All that is needed is each line of the entries holding the word "list", copied as it stands.

[Stored items]
==============================

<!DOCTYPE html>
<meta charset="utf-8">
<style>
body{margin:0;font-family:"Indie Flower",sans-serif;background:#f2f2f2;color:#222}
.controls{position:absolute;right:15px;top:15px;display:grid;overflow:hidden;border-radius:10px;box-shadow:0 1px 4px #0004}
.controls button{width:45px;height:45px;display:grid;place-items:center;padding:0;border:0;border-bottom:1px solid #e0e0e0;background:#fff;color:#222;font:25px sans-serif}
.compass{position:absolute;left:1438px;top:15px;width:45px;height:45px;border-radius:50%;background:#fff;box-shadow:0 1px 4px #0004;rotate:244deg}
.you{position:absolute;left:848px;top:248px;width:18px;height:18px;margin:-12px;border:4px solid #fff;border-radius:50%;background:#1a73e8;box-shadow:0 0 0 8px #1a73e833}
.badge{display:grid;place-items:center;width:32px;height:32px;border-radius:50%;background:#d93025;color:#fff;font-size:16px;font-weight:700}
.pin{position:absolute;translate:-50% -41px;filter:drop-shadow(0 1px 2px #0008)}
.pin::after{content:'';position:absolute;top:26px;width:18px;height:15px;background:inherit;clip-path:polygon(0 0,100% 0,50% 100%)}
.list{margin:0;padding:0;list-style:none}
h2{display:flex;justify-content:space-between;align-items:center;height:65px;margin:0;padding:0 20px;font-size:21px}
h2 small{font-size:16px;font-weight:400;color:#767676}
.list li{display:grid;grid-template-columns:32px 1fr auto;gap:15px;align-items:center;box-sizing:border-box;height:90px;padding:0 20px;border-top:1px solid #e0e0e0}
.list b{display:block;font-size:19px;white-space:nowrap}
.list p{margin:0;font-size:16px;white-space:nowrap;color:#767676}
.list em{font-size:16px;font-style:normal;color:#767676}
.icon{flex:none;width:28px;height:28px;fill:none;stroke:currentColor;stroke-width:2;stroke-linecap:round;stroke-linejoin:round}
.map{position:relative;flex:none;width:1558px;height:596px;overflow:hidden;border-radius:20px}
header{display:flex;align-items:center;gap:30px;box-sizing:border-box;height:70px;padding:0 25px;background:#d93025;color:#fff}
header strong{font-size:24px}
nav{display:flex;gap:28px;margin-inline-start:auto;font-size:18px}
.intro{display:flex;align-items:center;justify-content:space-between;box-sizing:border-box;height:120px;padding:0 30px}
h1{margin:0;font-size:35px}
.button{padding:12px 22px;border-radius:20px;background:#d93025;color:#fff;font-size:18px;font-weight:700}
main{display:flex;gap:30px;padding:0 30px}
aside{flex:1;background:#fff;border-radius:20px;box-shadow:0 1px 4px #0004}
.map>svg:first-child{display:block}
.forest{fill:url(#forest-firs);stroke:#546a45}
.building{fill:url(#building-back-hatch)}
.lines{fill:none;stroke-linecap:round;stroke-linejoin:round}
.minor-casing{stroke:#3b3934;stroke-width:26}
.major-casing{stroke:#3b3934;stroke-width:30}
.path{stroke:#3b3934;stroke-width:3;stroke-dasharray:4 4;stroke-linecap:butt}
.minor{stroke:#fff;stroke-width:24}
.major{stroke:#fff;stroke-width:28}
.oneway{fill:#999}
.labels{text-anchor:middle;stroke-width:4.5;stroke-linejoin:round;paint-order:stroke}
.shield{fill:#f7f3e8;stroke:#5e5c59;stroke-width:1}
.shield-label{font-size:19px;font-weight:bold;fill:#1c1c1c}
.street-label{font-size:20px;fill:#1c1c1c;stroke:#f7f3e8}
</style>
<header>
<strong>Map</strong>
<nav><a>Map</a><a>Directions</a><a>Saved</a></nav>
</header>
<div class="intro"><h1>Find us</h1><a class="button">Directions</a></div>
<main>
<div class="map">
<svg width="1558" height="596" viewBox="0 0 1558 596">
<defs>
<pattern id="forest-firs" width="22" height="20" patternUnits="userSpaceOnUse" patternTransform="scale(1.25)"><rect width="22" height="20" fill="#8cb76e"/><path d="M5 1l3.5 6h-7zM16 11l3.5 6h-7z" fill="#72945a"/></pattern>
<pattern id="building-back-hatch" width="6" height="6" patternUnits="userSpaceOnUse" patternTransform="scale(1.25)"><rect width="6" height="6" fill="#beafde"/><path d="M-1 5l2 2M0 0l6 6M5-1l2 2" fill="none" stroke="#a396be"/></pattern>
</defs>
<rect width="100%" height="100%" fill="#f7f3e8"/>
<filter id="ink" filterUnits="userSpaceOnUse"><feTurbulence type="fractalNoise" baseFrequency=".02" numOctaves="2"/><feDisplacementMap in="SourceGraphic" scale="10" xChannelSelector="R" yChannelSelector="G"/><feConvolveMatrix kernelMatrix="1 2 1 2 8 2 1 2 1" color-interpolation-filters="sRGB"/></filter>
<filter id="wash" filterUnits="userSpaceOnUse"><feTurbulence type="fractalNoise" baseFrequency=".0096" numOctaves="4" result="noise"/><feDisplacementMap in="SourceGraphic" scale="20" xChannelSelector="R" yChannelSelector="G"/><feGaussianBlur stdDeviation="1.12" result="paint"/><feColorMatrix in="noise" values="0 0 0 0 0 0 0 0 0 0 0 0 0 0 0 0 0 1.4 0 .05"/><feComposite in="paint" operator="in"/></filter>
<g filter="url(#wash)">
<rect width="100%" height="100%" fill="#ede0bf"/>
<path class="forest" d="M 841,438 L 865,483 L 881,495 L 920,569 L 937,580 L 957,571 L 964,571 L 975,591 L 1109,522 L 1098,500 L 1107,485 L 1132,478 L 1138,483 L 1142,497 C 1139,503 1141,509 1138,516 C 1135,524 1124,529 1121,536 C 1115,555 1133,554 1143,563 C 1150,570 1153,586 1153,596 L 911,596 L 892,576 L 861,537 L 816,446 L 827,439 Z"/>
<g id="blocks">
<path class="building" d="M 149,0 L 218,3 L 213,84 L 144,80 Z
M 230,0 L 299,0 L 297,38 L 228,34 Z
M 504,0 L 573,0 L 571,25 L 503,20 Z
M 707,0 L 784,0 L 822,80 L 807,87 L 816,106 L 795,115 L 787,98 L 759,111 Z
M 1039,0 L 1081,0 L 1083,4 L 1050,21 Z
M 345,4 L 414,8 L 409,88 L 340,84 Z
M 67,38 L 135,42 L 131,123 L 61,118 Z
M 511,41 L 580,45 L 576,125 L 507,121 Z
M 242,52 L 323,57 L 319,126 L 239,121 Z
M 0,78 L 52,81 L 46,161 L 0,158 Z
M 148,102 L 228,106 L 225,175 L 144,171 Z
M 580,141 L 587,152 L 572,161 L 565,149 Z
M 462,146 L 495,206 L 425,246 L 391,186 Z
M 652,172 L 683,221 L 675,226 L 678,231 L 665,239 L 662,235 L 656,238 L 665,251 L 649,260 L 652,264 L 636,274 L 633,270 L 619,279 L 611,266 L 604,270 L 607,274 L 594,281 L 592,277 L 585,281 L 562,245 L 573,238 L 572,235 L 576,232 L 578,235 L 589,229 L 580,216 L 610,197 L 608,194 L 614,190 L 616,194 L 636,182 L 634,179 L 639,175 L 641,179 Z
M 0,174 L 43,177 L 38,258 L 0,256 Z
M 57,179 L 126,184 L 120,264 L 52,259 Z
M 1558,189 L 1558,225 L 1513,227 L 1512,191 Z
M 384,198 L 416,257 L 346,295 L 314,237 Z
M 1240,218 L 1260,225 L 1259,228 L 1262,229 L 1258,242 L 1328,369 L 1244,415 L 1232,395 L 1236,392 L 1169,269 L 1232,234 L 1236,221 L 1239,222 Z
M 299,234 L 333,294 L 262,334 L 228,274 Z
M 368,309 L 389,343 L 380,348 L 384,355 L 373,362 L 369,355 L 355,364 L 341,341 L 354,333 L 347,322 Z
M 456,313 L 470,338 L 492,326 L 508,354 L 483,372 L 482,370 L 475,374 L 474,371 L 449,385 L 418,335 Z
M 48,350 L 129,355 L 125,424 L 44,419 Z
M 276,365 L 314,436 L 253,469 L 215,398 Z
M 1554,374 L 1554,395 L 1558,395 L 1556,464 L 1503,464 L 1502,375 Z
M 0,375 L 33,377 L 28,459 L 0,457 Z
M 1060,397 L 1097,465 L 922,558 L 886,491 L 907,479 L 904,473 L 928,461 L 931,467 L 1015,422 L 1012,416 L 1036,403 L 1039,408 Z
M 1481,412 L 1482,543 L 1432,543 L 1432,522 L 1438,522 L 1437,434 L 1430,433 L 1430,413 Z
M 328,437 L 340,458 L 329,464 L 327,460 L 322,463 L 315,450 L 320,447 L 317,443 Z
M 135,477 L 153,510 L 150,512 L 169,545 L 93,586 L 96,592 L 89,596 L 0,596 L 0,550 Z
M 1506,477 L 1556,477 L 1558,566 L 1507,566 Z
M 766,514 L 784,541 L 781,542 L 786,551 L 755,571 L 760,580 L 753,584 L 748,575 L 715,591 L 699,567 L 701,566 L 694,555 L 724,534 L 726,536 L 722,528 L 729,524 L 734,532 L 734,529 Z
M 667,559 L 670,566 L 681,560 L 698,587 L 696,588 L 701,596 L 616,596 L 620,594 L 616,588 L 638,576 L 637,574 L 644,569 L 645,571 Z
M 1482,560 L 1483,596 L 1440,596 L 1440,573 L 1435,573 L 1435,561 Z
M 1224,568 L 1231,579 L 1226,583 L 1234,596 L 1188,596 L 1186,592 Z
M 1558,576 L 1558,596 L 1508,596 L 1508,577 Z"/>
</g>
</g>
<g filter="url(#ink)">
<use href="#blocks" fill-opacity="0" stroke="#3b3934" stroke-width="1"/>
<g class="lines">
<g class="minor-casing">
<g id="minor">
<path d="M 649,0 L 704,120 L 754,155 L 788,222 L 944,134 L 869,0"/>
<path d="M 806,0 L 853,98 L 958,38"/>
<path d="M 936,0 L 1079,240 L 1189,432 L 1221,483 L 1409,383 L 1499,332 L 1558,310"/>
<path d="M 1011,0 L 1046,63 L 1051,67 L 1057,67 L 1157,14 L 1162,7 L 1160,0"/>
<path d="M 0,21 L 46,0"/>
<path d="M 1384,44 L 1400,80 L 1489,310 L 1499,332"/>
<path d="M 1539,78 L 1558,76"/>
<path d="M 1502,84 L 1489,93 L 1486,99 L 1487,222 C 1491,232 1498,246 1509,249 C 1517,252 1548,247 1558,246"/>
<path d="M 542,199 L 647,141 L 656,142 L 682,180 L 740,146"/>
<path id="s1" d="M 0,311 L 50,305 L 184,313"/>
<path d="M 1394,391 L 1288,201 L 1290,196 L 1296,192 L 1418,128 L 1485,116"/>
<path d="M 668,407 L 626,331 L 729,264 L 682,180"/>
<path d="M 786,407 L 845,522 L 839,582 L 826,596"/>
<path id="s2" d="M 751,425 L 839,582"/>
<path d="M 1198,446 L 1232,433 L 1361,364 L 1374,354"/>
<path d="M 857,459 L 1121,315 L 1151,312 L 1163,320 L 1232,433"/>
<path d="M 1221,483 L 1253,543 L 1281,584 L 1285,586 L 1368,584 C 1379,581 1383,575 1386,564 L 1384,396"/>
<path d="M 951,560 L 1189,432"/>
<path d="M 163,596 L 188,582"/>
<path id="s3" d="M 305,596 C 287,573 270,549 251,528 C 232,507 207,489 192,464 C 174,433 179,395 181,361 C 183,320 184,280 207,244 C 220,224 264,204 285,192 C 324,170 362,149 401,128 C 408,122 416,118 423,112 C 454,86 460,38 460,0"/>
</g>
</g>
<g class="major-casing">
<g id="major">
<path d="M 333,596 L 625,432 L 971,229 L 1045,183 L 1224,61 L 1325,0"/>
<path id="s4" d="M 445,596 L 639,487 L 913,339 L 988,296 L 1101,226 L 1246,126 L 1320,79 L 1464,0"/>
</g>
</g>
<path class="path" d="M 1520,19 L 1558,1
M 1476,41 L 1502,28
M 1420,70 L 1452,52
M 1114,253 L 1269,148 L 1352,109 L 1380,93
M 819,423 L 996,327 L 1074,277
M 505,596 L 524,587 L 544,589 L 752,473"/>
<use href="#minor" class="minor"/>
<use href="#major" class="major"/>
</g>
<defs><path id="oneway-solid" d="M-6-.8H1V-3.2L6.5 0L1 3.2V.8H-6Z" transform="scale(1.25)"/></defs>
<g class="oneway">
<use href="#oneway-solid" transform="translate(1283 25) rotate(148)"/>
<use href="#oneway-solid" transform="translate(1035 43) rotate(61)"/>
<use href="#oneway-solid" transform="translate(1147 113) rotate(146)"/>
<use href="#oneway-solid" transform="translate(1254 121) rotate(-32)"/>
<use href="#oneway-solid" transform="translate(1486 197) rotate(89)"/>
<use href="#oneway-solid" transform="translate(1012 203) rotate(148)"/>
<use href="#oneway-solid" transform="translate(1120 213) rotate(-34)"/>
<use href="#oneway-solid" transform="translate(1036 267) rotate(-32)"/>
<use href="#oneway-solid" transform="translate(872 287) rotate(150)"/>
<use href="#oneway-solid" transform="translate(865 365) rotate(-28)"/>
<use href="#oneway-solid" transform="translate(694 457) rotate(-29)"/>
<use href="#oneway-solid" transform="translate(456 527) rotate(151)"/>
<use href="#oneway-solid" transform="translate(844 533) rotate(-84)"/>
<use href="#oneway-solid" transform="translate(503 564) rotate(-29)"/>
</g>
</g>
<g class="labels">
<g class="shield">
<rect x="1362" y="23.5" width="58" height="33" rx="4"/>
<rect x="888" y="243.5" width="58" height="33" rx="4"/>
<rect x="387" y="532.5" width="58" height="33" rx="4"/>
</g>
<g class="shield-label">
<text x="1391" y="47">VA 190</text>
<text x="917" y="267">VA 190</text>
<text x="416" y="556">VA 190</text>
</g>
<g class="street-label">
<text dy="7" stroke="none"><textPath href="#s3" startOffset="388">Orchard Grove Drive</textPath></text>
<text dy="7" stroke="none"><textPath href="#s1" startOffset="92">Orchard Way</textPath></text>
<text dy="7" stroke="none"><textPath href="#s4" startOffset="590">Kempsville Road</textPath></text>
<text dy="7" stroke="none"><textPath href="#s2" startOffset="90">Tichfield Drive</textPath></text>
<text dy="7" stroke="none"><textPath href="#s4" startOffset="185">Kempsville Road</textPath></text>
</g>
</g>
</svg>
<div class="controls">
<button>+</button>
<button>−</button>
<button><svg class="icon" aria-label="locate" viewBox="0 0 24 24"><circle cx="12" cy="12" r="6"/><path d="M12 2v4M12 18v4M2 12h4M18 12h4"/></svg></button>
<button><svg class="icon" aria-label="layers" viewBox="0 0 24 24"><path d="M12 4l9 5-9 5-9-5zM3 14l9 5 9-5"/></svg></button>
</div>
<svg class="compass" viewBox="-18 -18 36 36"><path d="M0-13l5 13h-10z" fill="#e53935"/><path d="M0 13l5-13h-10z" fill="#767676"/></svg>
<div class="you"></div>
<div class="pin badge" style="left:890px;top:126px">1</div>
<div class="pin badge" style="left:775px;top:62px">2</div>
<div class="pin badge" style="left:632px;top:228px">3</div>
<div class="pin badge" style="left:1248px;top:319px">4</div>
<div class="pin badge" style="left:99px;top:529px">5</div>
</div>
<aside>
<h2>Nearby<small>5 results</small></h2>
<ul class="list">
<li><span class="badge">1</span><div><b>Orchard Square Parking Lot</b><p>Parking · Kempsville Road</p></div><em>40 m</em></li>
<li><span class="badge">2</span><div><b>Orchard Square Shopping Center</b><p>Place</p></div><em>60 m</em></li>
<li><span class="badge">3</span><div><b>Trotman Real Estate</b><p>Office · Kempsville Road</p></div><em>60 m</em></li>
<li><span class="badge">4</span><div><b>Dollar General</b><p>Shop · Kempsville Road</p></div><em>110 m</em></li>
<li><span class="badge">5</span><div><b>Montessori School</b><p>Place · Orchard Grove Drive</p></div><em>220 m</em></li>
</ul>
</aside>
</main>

==============================

### Solution for this problem:
.list{margin:0;padding:0;list-style:none}
.list li{display:grid;grid-template-columns:32px 1fr auto;gap:15px;align-items:center;box-sizing:border-box;height:90px;padding:0 20px;border-top:1px solid #e0e0e0}
.list b{display:block;font-size:19px;white-space:nowrap}
.list p{margin:0;font-size:16px;white-space:nowrap;color:#767676}
.list em{font-size:16px;font-style:normal;color:#767676}
<ul class="list">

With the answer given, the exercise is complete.